1. ## Two Integrals

1) x^3*(x^2-1)^(1/3) dx

2) 1/(xln(x^3)) dx

Appreciate all help given. Thank you.

2. 2. Let $u=\ln(x)$ and remember that: $\ln(x^3)=3\cdot{\ln(x)}$
1. Note that: $
x^3 \cdot \left( {x^2 - 1} \right)^{\tfrac{1}
{3}} = x \cdot \left( {x^2 - 1 + 1} \right) \cdot \left( {x^2 - 1} \right)^{\tfrac{1}
{3}} = x \cdot \left( {x^2 - 1} \right)^{\tfrac{1}
{3} + 1} + x \cdot \left( {x^2 - 1} \right)^{\tfrac{1}
{3}}
$

and now try a substitution

3. Hello,

Originally Posted by Hibijibi
1) x^3*(x^2-1)^(1/3) dx
$=x^2 \cdot x \cdot (x^2-1)^{\frac 13}$

Integrate by parts :

$u(x)=x^2$

\begin{aligned} v'(x) &=x \cdot (x^2-1)^{\frac 13} \\
&=\frac 12 \cdot 2x \cdot (x^2-1)^{\frac 13} \end{aligned}

\Longrightarrow \begin{aligned} v(x) &=\frac 12 \cdot \frac{(x^2-1)^{\frac 43}}{\frac 43} \\
&=\frac 38 \cdot (x^2-1)^{\frac 43} \end{aligned}

etc...

4. So I rewrite the ln function as 1/ (x (3*ln(x))) and use u to equal lnx, and u'= 1/x, and then what?

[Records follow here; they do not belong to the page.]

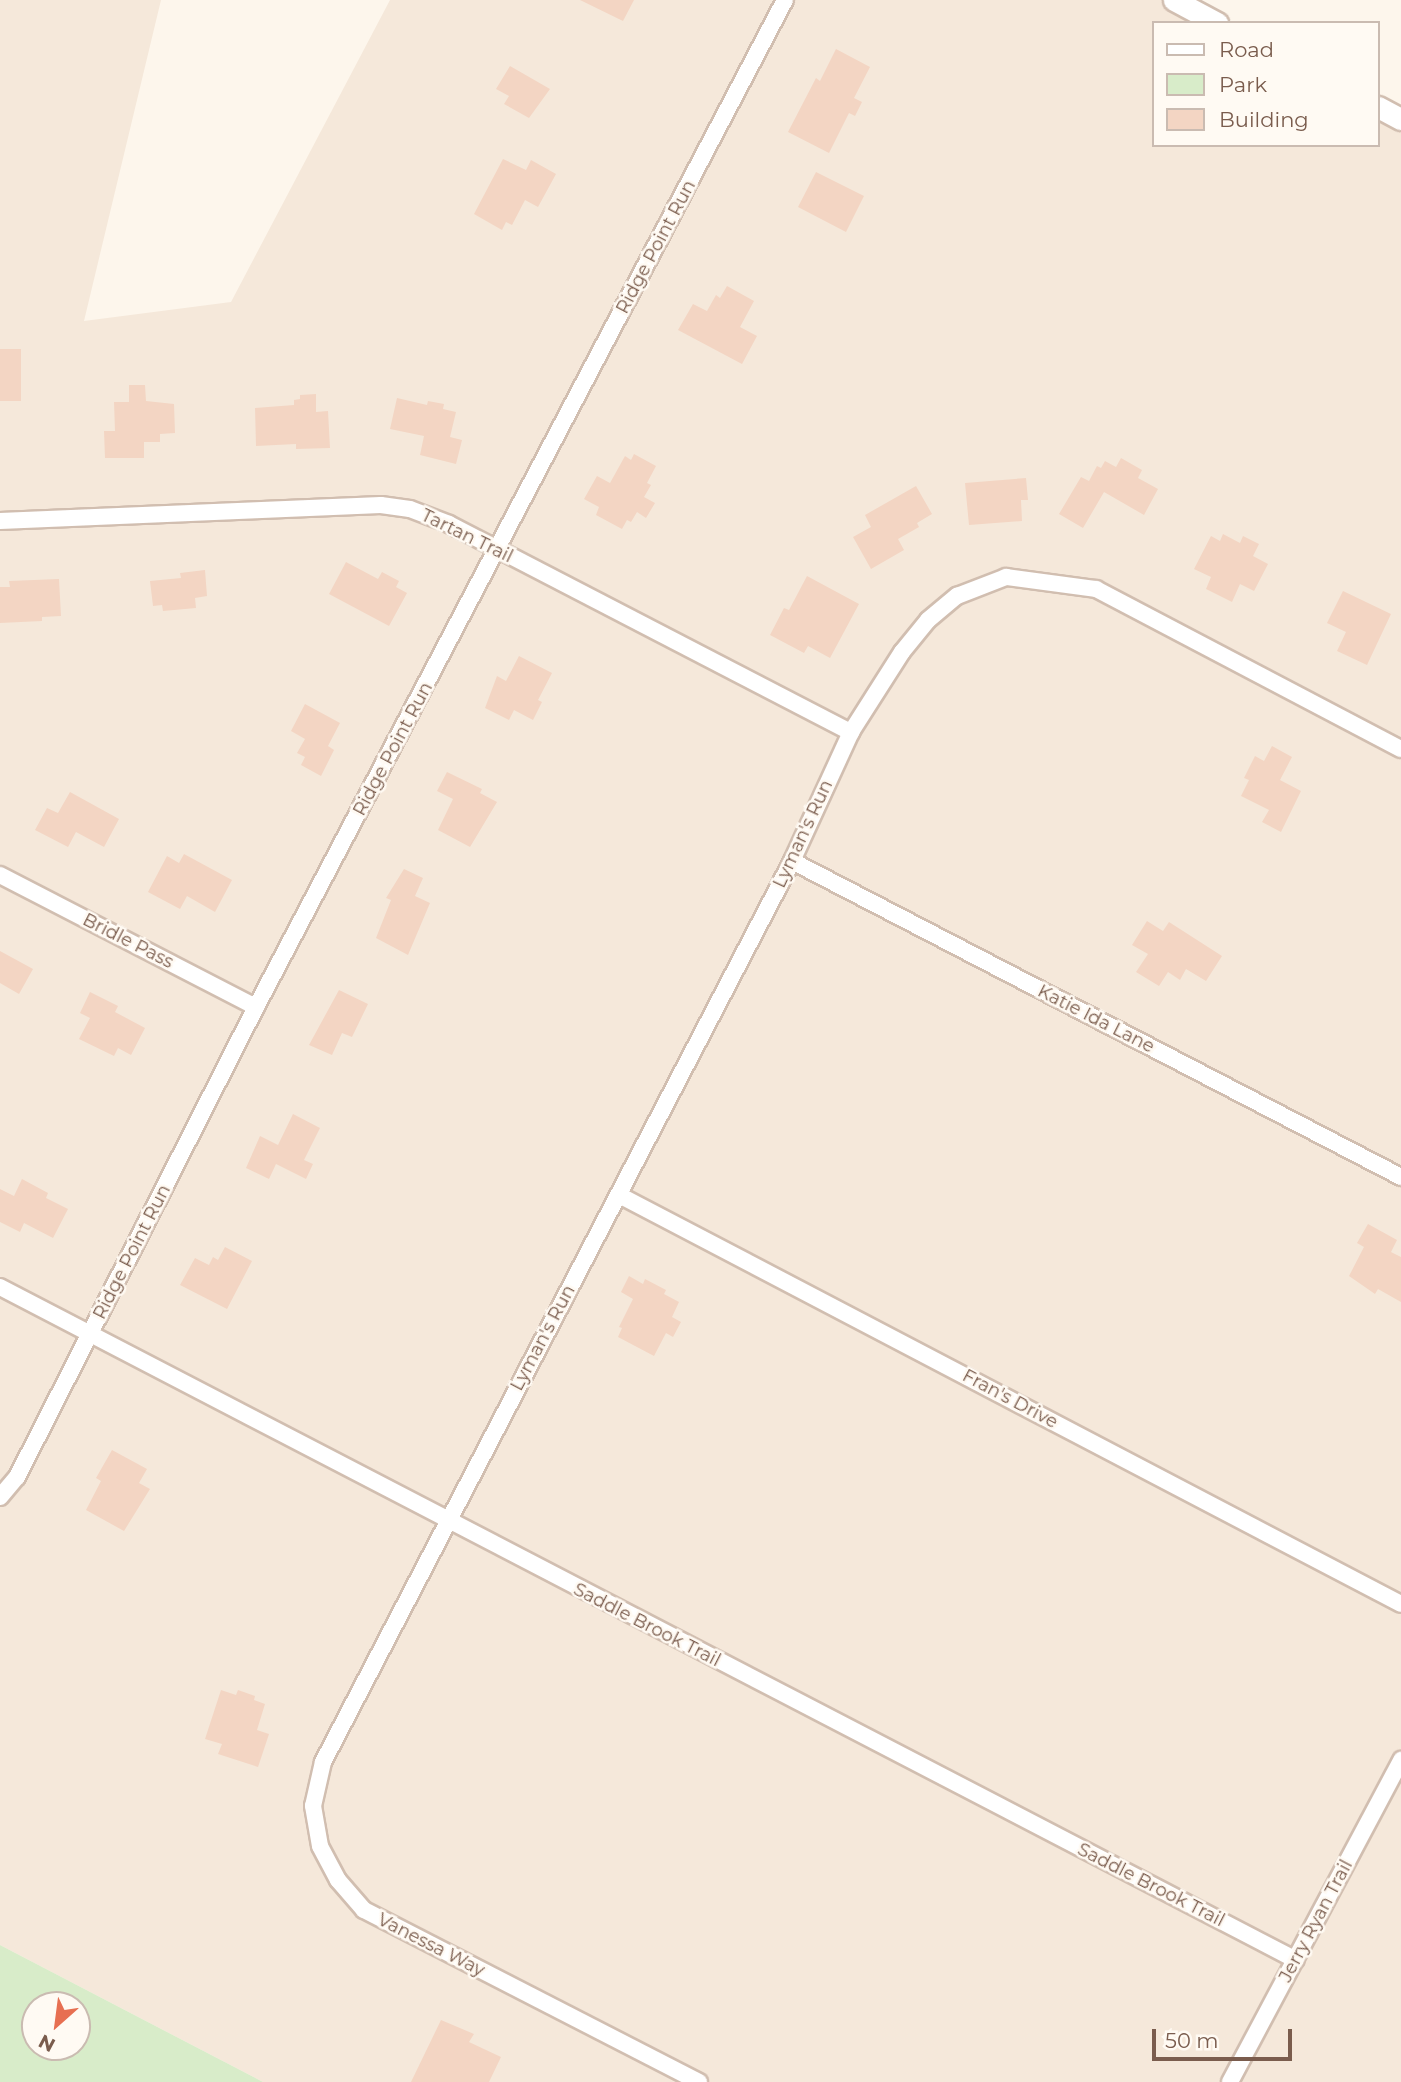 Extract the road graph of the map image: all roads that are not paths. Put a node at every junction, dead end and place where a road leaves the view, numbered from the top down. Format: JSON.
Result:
{"nodes":[{"id":1,"x":785,"y":0,"type":"edge"},
{"id":2,"x":1174,"y":0,"type":"edge"},
{"id":3,"x":1213,"y":21,"type":"edge"},
{"id":4,"x":1380,"y":108,"type":"edge"},
{"id":5,"x":1401,"y":119,"type":"edge"},
{"id":6,"x":0,"y":521,"type":"edge"},
{"id":7,"x":498,"y":551,"type":"junction"},
{"id":8,"x":851,"y":732,"type":"junction"},
{"id":9,"x":1401,"y":749,"type":"edge"},
{"id":10,"x":792,"y":861,"type":"junction"},
{"id":11,"x":0,"y":875,"type":"edge"},
{"id":12,"x":256,"y":1007,"type":"junction"},
{"id":13,"x":1401,"y":1177,"type":"edge"},
{"id":14,"x":619,"y":1195,"type":"junction"},
{"id":15,"x":0,"y":1287,"type":"edge"},
{"id":16,"x":90,"y":1334,"type":"junction"},
{"id":17,"x":0,"y":1497,"type":"edge"},
{"id":18,"x":446,"y":1520,"type":"junction"},
{"id":19,"x":1401,"y":1604,"type":"edge"},
{"id":20,"x":1401,"y":1760,"type":"edge"},
{"id":21,"x":1296,"y":1960,"type":"junction"},
{"id":22,"x":699,"y":2082,"type":"edge"},
{"id":23,"x":1230,"y":2082,"type":"edge"}],
"edges":[{"from":1,"to":7,"type":"street","name":"Ridge Point Run"},
{"from":2,"to":3,"type":"street"},
{"from":4,"to":5,"type":"street"},
{"from":6,"to":7,"type":"street","name":"Tartan Trail"},
{"from":7,"to":8,"type":"street","name":"Tartan Trail"},
{"from":7,"to":12,"type":"street","name":"Ridge Point Run"},
{"from":8,"to":9,"type":"street","name":"Lyman's Run"},
{"from":8,"to":10,"type":"street","name":"Lyman's Run"},
{"from":10,"to":13,"type":"street","name":"Katie Ida Lane"},
{"from":10,"to":14,"type":"street","name":"Lyman's Run"},
{"from":11,"to":12,"type":"street","name":"Bridle Pass"},
{"from":12,"to":16,"type":"street","name":"Ridge Point Run"},
{"from":14,"to":18,"type":"street","name":"Lyman's Run"},
{"from":14,"to":19,"type":"street","name":"Fran's Drive"},
{"from":15,"to":16,"type":"street","name":"Saddle Brook Trail"},
{"from":16,"to":17,"type":"street","name":"Ridge Point Run"},
{"from":16,"to":18,"type":"street","name":"Saddle Brook Trail"},
{"from":18,"to":21,"type":"street","name":"Saddle Brook Trail"},
{"from":18,"to":22,"type":"street","name":"Vanessa Way"},
{"from":20,"to":21,"type":"street","name":"Jerry Ryan Trail"},
{"from":21,"to":23,"type":"street","name":"Jerry Ryan Trail"}]}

Edit: i got the function down to 1/3 intergral of 1/u du, and how do I get past this?

5. Originally Posted by Hibijibi
So I rewrite the ln function as 1/ (x (3*ln(x))) and use u to equal lnx, and u'= 1/x, and then what?
$u=\ln x$

-> $du=\frac{dx}{x}$

$dx=x du$

do the substitutions

6. Thanks, I got it. Except I I used du = 1/x dx, since 1/x dx is in the function already and I solved. Appreciate it!

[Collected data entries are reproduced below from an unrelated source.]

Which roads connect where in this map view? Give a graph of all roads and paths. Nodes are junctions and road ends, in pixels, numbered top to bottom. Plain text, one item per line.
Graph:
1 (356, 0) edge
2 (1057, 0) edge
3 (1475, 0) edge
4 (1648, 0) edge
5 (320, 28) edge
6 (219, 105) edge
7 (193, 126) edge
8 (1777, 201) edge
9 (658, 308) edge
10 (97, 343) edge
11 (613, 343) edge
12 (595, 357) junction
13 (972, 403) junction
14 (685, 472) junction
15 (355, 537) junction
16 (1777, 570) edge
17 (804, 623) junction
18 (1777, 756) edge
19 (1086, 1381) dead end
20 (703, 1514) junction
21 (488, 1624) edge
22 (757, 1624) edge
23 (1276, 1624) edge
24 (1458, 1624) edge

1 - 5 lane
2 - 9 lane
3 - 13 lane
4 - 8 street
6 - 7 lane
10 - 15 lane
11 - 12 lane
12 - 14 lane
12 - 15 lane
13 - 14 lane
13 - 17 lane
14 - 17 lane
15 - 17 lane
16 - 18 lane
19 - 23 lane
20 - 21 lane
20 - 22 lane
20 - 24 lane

7. Originally Posted by Hibijibi
Thanks, I got it. Except I I used du = 1/x dx, since 1/x dx is in the function already and I solved. Appreciate it!
I'm sorry about it... Actually I'm a bit lost concerning the way people learn how to do substitutions

8. Haha everyone to their own right? Thank you very much Moo! *hugs*